» TRY IT
Copy every line of the entries that includes the word "true".

(Collected data)

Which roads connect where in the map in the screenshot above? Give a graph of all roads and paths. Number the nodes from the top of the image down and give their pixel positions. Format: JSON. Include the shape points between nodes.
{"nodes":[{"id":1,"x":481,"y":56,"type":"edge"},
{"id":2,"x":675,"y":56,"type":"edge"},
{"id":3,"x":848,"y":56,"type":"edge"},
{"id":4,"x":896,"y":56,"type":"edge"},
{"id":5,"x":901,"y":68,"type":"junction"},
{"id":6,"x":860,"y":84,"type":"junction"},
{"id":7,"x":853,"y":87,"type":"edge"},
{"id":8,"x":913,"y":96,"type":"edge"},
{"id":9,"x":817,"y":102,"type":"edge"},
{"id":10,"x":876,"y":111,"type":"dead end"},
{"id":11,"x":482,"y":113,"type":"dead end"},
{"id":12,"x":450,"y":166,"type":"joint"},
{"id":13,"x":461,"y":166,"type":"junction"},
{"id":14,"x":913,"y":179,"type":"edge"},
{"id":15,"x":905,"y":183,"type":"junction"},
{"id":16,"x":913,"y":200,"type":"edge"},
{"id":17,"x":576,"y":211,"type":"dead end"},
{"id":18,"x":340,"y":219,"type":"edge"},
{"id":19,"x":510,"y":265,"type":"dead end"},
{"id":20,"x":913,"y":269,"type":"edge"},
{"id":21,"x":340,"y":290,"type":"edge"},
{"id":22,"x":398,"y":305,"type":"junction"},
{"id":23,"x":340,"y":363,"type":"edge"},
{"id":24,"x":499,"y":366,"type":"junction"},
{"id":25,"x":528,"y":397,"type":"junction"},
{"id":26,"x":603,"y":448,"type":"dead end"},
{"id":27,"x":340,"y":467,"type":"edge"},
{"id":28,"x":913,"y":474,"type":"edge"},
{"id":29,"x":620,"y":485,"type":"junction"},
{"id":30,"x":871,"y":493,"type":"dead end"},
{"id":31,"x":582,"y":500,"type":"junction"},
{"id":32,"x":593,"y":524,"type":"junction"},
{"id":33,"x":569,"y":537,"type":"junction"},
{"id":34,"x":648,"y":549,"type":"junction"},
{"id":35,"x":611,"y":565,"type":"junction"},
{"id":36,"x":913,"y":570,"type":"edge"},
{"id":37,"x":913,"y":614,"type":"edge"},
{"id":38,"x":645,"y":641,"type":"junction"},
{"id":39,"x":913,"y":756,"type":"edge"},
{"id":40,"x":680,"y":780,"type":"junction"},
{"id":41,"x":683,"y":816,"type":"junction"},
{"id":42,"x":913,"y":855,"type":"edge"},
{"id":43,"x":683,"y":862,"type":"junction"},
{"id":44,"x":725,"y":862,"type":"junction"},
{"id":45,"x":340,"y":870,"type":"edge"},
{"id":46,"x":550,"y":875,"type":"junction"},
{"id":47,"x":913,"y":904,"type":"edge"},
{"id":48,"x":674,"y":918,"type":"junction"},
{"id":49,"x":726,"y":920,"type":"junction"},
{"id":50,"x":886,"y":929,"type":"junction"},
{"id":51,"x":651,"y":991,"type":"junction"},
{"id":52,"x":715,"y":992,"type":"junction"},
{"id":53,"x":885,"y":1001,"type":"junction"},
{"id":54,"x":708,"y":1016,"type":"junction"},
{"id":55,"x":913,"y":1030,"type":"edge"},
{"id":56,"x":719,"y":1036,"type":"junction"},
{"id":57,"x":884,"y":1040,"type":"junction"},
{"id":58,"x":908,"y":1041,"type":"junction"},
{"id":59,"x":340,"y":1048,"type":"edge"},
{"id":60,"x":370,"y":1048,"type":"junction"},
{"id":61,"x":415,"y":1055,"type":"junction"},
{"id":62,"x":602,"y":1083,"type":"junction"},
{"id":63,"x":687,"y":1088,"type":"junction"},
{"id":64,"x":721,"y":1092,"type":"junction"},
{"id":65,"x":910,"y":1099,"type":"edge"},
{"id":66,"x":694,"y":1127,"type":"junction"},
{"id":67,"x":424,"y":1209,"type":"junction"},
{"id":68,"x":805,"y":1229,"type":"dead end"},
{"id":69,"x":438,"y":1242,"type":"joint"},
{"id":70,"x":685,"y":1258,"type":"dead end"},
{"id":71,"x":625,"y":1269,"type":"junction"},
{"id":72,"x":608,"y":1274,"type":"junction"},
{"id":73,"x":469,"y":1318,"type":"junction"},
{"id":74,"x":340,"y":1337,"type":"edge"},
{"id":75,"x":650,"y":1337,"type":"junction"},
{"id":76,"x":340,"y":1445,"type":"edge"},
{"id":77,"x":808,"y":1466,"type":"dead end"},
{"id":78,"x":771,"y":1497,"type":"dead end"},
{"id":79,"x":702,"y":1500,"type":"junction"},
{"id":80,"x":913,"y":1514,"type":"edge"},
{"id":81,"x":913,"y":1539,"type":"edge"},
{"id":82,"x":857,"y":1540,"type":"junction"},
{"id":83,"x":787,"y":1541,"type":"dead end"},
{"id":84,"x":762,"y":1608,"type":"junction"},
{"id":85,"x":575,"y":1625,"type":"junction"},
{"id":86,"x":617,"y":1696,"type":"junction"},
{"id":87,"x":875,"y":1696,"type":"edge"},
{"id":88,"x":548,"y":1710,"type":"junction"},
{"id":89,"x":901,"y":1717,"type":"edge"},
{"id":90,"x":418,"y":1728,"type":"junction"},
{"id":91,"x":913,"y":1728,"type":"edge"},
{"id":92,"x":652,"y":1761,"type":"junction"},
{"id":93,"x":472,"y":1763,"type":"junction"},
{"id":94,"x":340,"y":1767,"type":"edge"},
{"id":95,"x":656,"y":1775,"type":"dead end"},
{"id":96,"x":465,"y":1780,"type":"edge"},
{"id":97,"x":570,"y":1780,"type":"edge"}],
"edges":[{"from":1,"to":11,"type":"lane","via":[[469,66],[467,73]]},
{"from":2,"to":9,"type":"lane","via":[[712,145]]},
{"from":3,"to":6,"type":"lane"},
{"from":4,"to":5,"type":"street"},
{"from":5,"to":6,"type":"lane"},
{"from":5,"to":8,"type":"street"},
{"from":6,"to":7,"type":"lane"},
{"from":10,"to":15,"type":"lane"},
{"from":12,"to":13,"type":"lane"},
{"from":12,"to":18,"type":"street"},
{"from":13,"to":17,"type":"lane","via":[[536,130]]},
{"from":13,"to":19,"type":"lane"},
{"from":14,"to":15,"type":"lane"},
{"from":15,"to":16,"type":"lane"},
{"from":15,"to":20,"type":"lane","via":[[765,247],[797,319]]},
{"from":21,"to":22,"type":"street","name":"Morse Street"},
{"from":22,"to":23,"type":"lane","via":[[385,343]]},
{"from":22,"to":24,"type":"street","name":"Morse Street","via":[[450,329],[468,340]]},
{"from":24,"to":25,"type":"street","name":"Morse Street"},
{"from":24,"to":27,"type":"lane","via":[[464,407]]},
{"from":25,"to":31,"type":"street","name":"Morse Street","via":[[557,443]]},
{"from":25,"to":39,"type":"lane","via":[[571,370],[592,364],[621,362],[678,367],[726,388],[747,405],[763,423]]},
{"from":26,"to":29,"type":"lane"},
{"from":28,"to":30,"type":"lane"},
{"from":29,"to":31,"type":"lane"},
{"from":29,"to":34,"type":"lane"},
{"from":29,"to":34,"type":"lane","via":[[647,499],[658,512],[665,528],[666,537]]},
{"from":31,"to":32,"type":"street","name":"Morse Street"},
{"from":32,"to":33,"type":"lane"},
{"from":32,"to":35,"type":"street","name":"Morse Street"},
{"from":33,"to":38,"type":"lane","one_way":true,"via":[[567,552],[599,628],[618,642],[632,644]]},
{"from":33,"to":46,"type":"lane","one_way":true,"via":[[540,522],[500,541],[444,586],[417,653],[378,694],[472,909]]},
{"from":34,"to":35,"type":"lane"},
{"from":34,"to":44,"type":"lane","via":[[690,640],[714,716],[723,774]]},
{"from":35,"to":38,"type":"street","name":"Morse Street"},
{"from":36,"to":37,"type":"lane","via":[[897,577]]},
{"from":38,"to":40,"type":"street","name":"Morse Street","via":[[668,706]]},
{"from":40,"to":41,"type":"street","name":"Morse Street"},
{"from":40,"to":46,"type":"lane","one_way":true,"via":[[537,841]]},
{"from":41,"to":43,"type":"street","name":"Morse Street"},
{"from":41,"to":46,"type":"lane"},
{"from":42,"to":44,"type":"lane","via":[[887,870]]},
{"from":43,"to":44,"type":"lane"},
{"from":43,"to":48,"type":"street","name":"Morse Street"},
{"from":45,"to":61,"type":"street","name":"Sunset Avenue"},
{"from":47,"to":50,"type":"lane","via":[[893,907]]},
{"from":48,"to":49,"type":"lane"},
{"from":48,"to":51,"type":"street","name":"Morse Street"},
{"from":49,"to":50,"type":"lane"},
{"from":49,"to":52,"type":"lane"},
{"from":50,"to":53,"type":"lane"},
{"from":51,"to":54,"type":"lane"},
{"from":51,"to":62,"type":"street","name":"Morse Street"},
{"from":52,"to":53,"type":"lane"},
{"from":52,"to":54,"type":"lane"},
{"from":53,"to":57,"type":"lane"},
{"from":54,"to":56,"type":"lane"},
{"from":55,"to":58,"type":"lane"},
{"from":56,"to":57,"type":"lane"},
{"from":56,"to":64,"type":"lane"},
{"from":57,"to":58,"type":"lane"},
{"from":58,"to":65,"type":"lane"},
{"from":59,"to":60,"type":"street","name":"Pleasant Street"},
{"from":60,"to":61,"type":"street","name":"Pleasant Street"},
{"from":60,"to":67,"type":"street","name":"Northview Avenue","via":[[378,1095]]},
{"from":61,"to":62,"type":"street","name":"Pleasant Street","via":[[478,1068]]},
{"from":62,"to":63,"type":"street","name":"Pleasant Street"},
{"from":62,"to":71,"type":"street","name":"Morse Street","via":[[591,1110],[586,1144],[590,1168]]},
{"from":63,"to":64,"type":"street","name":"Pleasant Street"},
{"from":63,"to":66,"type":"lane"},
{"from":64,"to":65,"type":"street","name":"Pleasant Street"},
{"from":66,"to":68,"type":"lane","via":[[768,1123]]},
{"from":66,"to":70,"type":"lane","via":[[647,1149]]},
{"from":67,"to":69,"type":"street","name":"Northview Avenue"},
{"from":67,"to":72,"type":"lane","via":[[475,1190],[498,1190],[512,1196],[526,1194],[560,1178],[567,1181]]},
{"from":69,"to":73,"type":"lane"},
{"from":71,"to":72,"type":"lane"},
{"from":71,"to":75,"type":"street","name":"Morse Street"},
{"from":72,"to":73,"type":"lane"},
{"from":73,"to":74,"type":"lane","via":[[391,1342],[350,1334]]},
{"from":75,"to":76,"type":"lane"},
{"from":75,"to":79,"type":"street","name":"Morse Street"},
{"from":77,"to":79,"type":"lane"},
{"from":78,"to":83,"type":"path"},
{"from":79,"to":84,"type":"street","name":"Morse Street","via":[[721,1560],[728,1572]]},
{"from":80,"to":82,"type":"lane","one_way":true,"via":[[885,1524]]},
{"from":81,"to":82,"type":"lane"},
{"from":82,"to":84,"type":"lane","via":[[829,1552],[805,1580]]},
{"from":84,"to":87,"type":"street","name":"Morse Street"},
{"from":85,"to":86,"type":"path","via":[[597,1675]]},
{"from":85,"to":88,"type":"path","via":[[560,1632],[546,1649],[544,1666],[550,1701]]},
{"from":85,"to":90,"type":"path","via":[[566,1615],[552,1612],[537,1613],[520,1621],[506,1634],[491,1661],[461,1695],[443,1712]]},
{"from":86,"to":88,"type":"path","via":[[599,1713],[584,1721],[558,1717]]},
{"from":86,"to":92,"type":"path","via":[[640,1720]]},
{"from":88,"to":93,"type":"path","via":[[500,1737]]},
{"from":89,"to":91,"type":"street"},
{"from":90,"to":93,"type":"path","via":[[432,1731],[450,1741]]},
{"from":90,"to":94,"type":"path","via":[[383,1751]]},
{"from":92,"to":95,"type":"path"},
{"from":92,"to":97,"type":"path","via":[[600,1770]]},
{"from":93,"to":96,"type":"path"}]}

» WRITTEN RESPONSE
{"from":33,"to":38,"type":"lane","one_way":true,"via":[[567,552],[599,628],[618,642],[632,644]]},
{"from":33,"to":46,"type":"lane","one_way":true,"via":[[540,522],[500,541],[444,586],[417,653],[378,694],[472,909]]},
{"from":40,"to":46,"type":"lane","one_way":true,"via":[[537,841]]},
{"from":80,"to":82,"type":"lane","one_way":true,"via":[[885,1524]]},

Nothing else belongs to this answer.